As finalidades específicas de cada operação devem estar detalhadas no plano

da intervenção (Lei nº10.257/2001, art.33, IV), a possibilitar o seu controle pelos órgãos

competentes e pela população em geral.

16 Benefícios urbanísticos destinados a induzir o parceiro privado a participar da

operação urbana consorciada

O Estatuto da Cidade (art.32, §2º, I, II e III) elenca, de forma não exaustiva,

algumas das medidas destinadas a induzir o parceiro privado a participar da operação urbana

consorciada. Essas medidas devem ser detalhadas na lei municipal que cria a operação.
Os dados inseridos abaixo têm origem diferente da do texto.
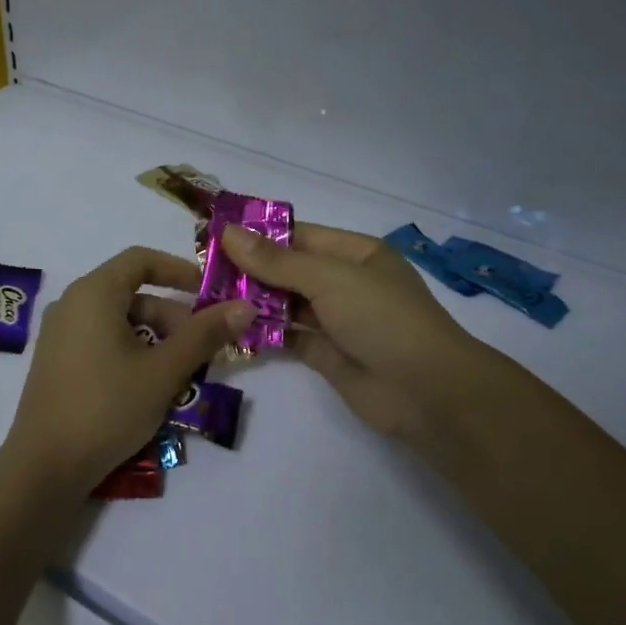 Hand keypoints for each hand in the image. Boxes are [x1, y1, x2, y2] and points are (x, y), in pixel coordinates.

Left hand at [2, 247, 252, 496]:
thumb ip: (204, 336)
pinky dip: (131, 352)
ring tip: (180, 376)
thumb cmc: (107, 407)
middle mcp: (71, 304)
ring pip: (119, 322)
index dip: (179, 270)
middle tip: (201, 352)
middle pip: (133, 295)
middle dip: (173, 318)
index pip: (141, 260)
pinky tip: (149, 388)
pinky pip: (101, 342)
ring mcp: (59, 335)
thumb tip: (244, 307)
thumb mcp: (164, 371)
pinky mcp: (57, 363)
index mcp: (93, 293)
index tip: (209, 294)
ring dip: (156, 340)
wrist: (45, 466)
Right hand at [220, 222, 513, 451]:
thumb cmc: (383, 319)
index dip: (257, 235)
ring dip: (252, 302)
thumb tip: (229, 233)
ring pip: (285, 304)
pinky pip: (287, 337)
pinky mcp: (326, 355)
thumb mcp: (330, 279)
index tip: (212, 237)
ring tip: (205, 299)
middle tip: (199, 272)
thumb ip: (277, 260)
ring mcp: (336, 320)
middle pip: (288, 270)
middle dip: (249, 270)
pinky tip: (229, 329)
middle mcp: (345, 283)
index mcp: (355, 254)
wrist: (426, 391)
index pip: (298, 236)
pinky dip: (262, 333) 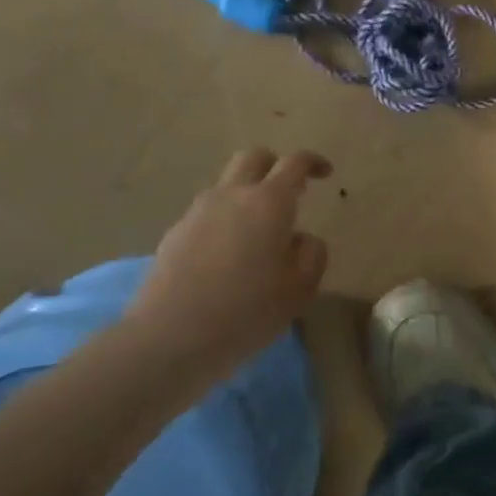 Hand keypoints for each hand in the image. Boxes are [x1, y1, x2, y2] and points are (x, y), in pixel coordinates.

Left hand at [128, 149, 331, 373]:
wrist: (170, 337)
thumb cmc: (246, 313)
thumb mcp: (299, 290)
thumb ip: (311, 255)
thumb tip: (302, 239)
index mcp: (269, 203)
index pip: (295, 164)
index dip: (313, 162)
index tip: (325, 173)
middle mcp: (232, 195)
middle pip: (253, 157)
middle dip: (275, 164)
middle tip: (290, 189)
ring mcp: (198, 211)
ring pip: (227, 183)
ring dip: (247, 192)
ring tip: (258, 230)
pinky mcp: (175, 232)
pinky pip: (207, 211)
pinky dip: (225, 218)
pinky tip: (228, 254) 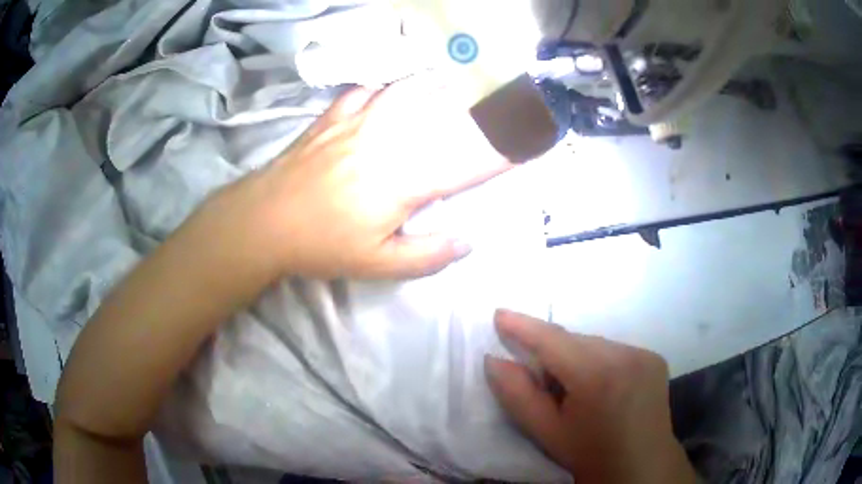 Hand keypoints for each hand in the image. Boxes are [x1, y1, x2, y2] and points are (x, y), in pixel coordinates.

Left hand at [213, 75, 509, 279]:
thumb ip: (428, 255)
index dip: (504, 151)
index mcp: (406, 181)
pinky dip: (392, 84)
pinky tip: (400, 85)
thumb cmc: (321, 245)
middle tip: (512, 98)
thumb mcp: (378, 265)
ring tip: (468, 78)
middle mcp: (391, 141)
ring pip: (414, 91)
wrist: (265, 219)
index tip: (531, 142)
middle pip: (449, 116)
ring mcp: (361, 120)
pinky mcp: (336, 114)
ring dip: (447, 84)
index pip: (469, 162)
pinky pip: (372, 88)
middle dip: (487, 107)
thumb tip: (468, 241)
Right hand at [485, 310, 696, 483]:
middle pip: (575, 341)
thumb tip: (494, 360)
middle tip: (540, 380)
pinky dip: (598, 361)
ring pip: (595, 344)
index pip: (553, 340)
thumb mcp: (547, 432)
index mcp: (597, 376)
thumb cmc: (590, 454)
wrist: (641, 467)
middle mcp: (625, 355)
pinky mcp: (654, 358)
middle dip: (552, 352)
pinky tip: (601, 388)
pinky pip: (615, 350)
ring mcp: (644, 354)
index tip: (499, 313)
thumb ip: (518, 395)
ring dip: (577, 357)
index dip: (524, 326)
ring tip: (574, 390) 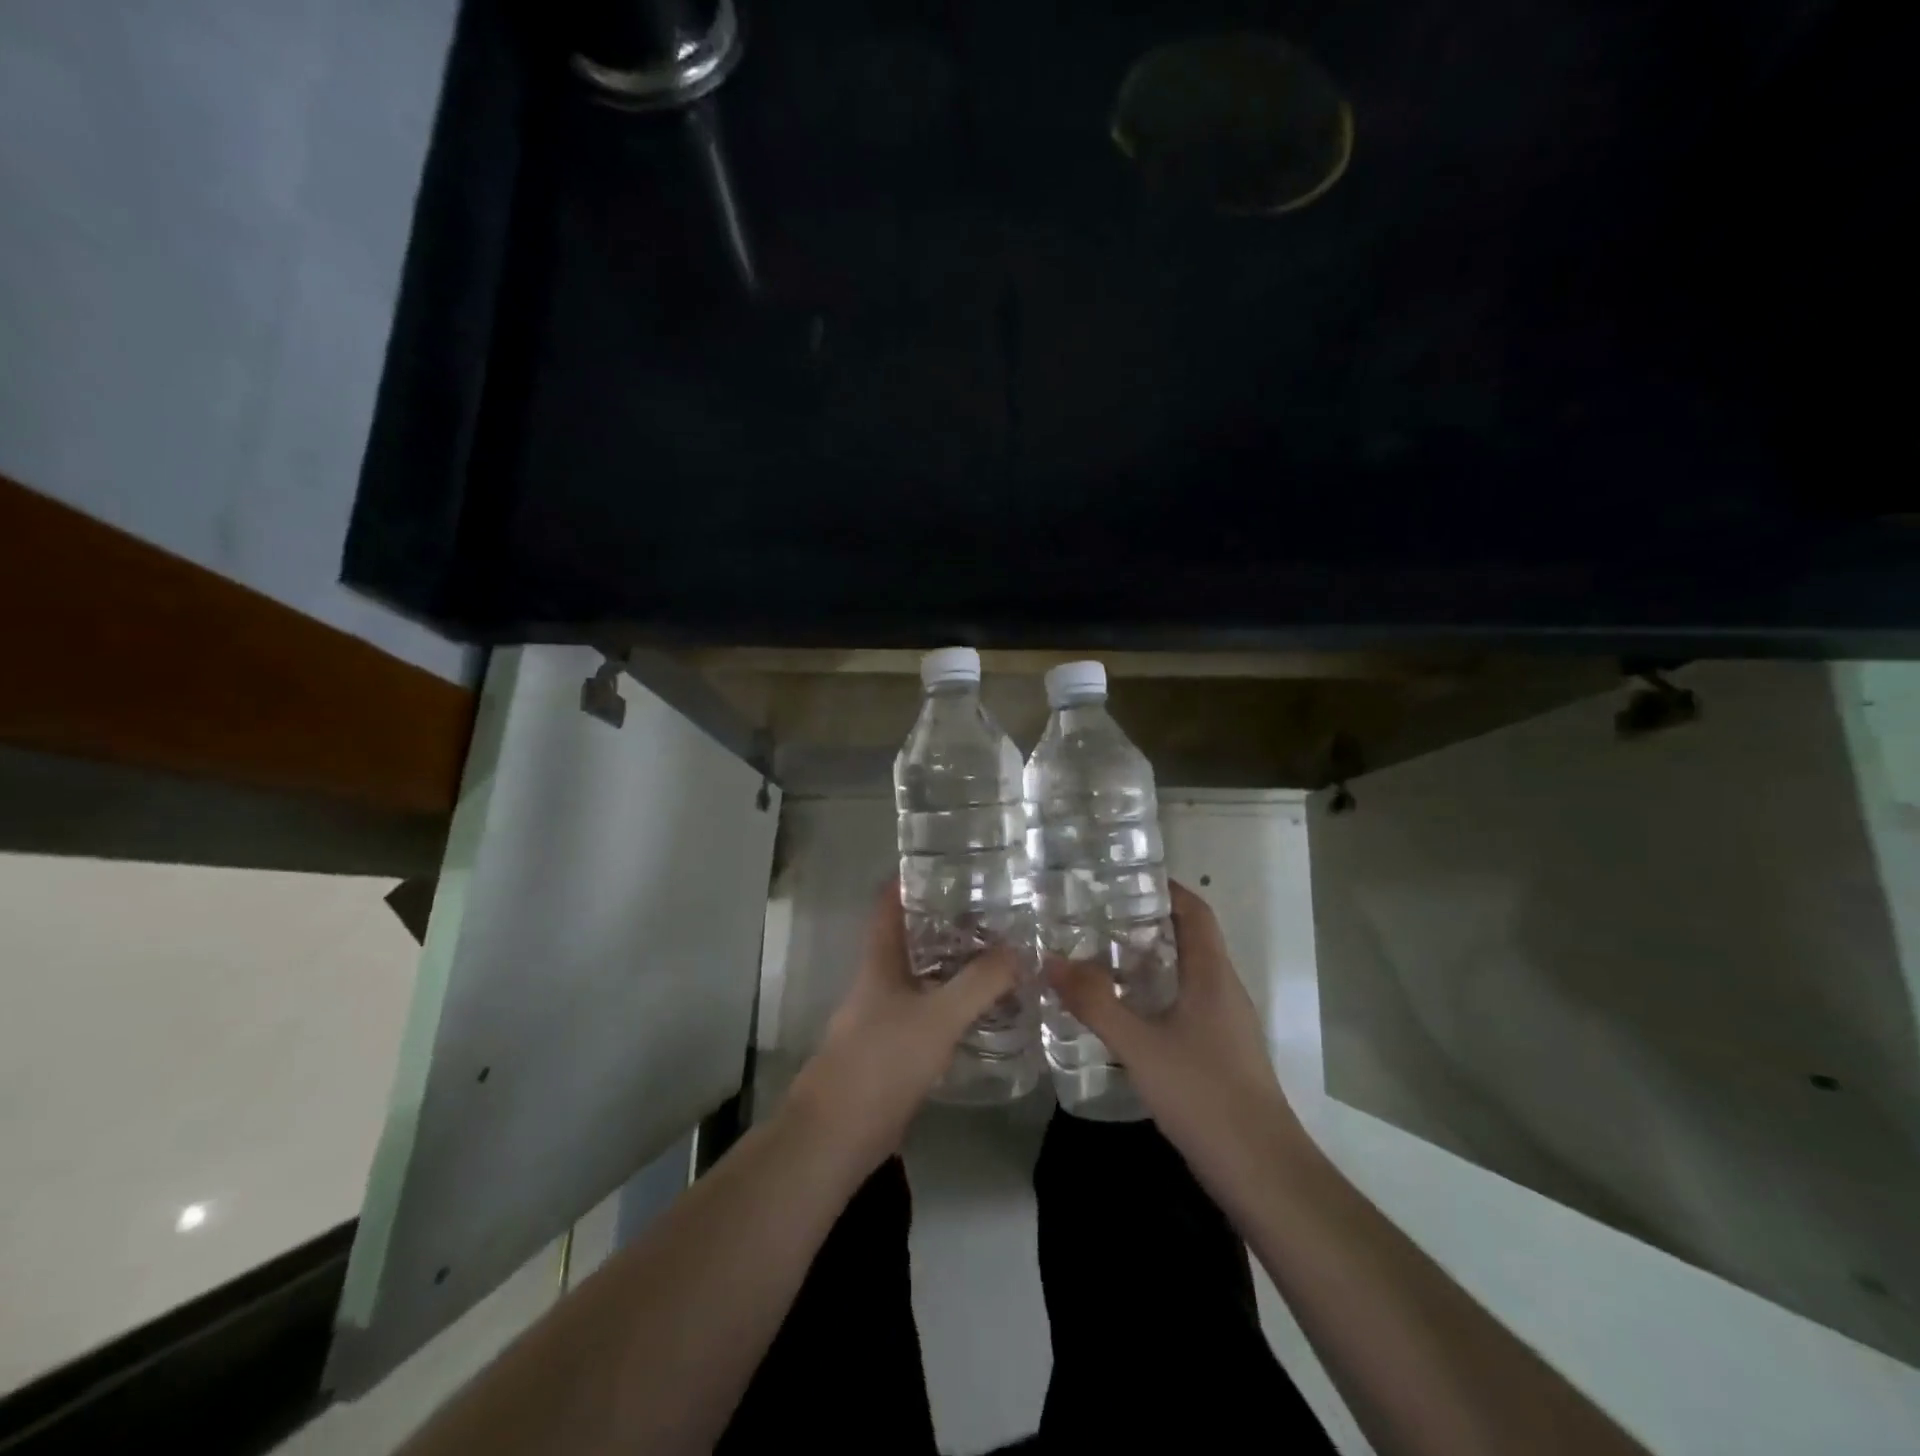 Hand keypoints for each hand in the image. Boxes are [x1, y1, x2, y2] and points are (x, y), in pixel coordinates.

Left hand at [786, 883, 1017, 1177]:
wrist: (837, 1135)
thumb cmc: (881, 1061)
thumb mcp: (938, 1016)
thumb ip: (979, 983)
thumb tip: (1019, 950)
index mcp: (879, 962)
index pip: (888, 905)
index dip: (909, 880)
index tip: (945, 864)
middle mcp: (879, 982)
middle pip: (910, 939)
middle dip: (946, 922)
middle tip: (993, 911)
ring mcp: (883, 1017)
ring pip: (922, 977)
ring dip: (954, 964)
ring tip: (999, 954)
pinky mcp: (893, 1050)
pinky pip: (928, 1013)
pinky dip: (953, 1004)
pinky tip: (983, 1010)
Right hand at [1048, 881, 1310, 1204]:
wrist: (1263, 1172)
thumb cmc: (1205, 1095)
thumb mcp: (1140, 1046)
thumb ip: (1094, 1003)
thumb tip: (1049, 960)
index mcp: (1212, 975)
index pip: (1195, 911)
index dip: (1166, 888)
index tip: (1125, 878)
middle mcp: (1224, 990)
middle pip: (1190, 939)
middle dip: (1147, 922)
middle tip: (1097, 916)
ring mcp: (1226, 1024)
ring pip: (1187, 974)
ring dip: (1151, 960)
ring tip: (1101, 956)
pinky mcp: (1221, 1053)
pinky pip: (1186, 1004)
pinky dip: (1156, 994)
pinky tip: (1125, 1012) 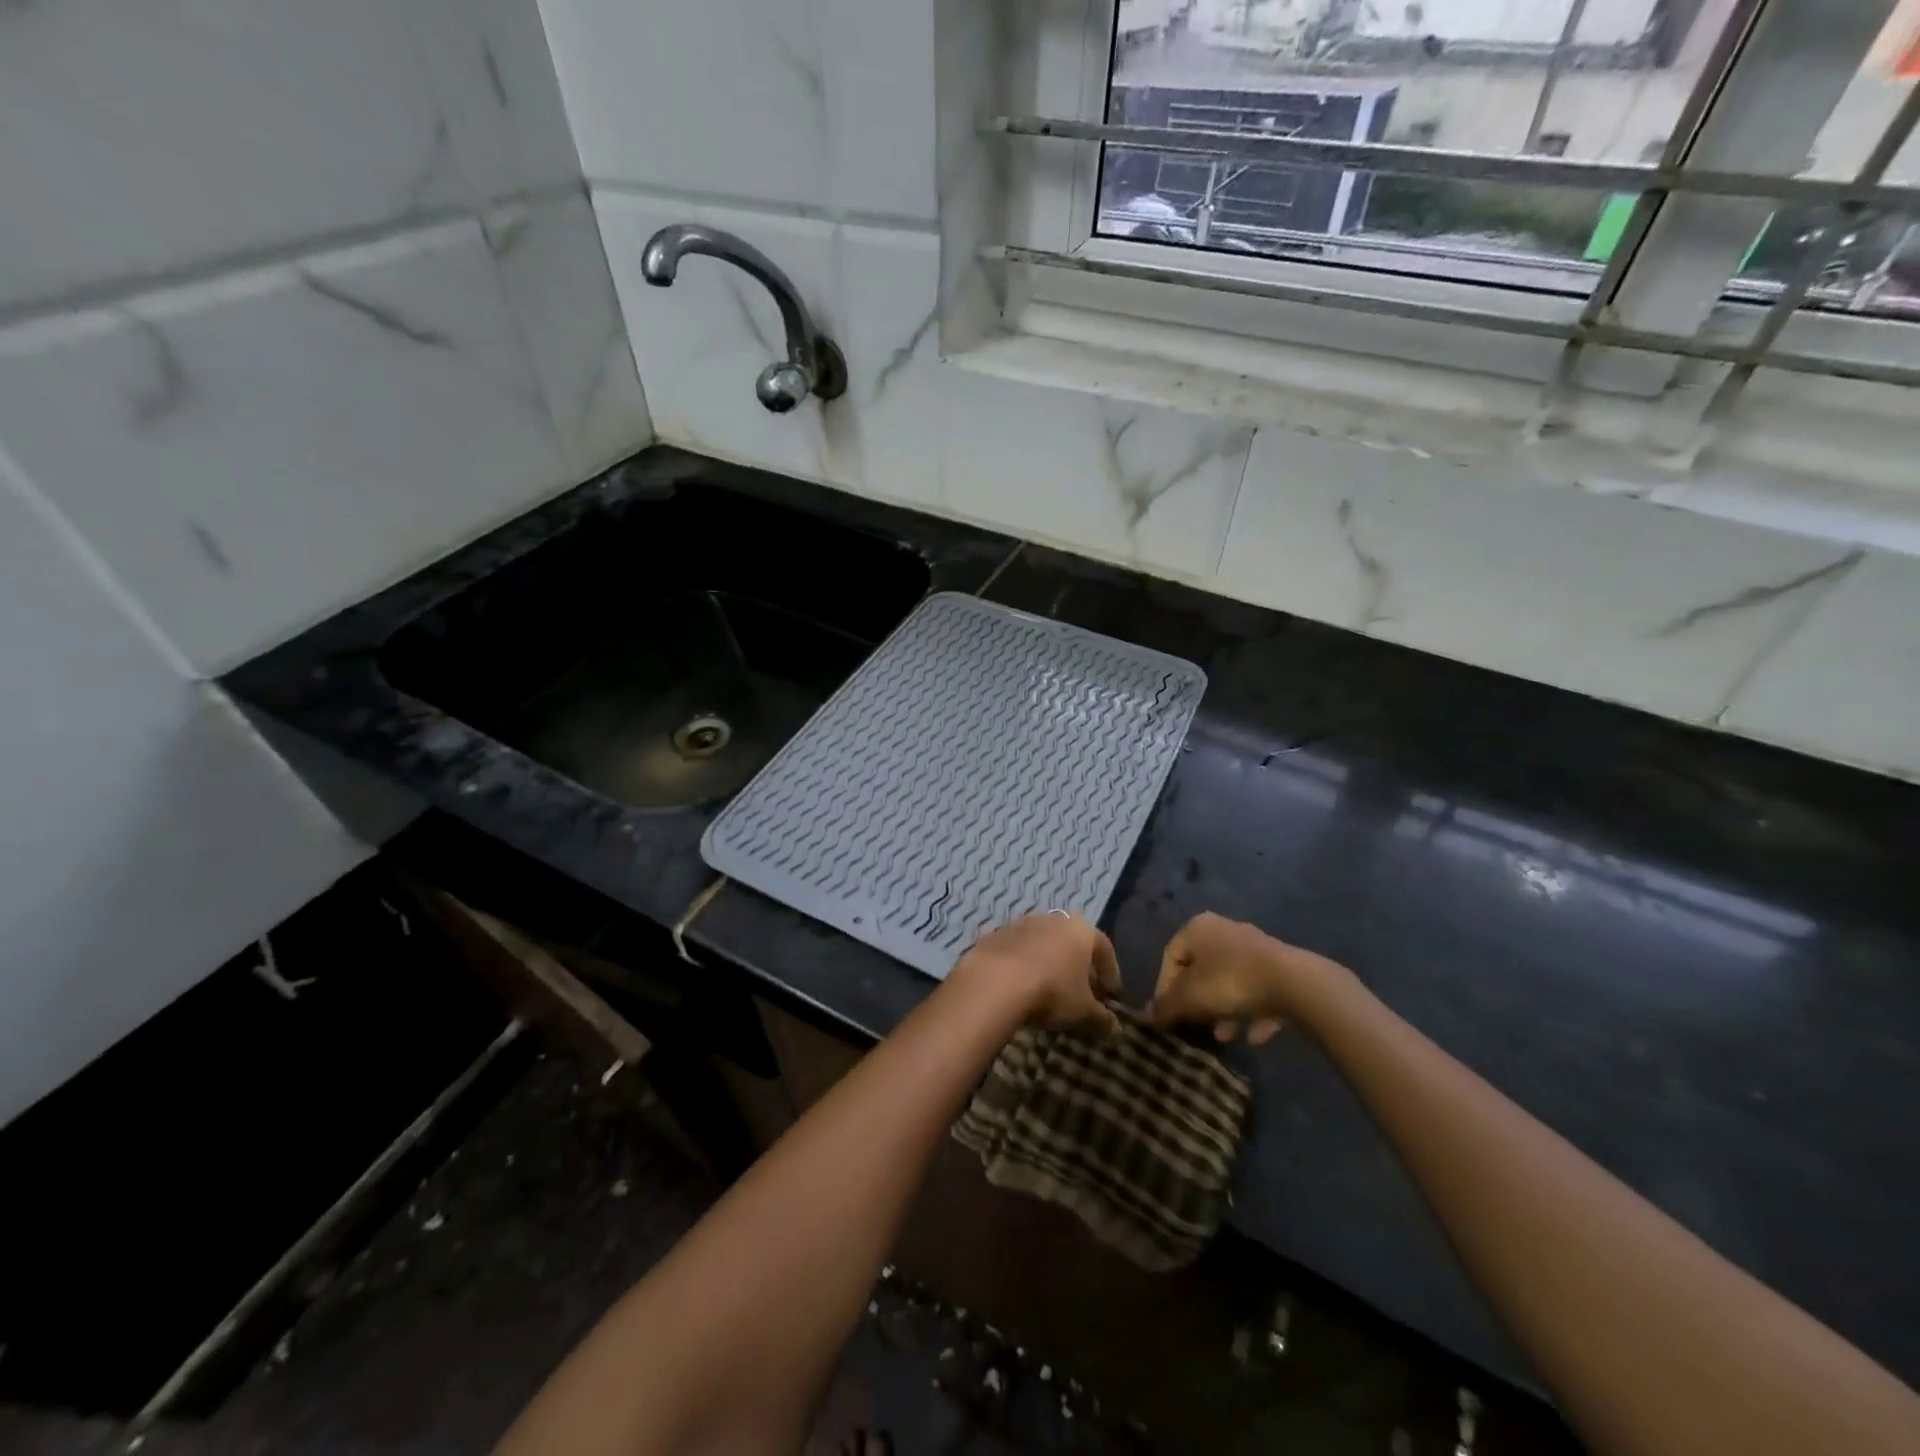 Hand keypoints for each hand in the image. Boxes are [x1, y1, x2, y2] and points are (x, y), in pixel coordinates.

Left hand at [949, 912, 1121, 1034]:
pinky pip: (1018, 949)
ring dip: (1050, 961)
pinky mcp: (996, 934)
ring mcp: (1022, 923)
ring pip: (1044, 943)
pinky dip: (1024, 964)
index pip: (1104, 948)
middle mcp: (1054, 919)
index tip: (1111, 994)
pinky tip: (1022, 985)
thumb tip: (1116, 1029)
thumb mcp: (1084, 1012)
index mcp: (1081, 930)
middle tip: (1081, 990)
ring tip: (1049, 988)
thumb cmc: (1052, 992)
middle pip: (1072, 942)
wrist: (996, 981)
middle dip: (1079, 965)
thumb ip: (1102, 1019)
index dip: (1110, 972)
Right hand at [1150, 912, 1346, 1046]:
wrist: (1295, 983)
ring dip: (1224, 1011)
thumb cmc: (1231, 982)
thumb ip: (1166, 1007)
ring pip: (1230, 982)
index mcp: (1197, 928)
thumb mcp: (1190, 998)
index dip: (1164, 989)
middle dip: (1197, 1002)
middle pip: (1201, 970)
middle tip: (1196, 1026)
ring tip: (1224, 1037)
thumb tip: (1148, 1016)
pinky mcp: (1281, 967)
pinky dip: (1253, 1013)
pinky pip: (1258, 992)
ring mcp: (1256, 948)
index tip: (1168, 1016)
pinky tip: (1253, 1037)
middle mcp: (1224, 930)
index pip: (1170, 957) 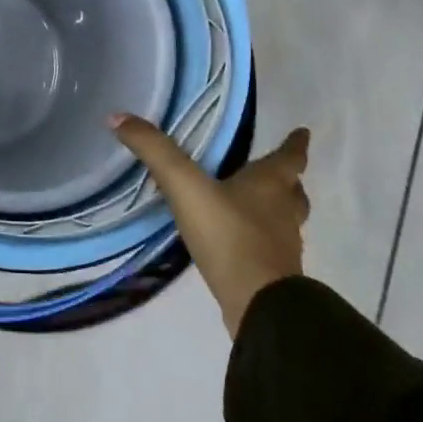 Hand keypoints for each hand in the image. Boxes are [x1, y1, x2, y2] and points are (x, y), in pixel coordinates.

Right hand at [112, 117, 311, 336]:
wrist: (258, 305)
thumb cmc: (229, 235)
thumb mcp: (184, 186)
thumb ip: (154, 151)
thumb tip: (118, 117)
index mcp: (270, 186)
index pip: (290, 158)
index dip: (295, 144)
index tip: (303, 132)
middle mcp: (283, 213)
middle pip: (293, 192)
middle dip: (287, 180)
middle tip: (277, 172)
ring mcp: (282, 247)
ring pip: (286, 221)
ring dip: (276, 210)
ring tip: (255, 206)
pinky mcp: (273, 276)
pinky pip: (270, 248)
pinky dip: (260, 240)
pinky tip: (237, 242)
A primeira delas é a modificação dos índices e características de parcelamento,

uso e ocupação do solo e subsolo da área objeto da operação. A lei específica pode prever o

direito de construir de acordo com os novos parâmetros urbanísticos, desde que os

interessados arquem com determinadas contrapartidas, financeiras ou não. Para o proprietário

de imóvel urbano situado na área da operação consorciada – e para os investidores em geral –

pode ser interessante construir acima dos parâmetros urbanísticos ordinários. Daí o

pagamento de contrapartida ao Poder Público, a concretizar acordo de vontades do qual

resultam os recursos necessários ao cumprimento das metas da operação urbana.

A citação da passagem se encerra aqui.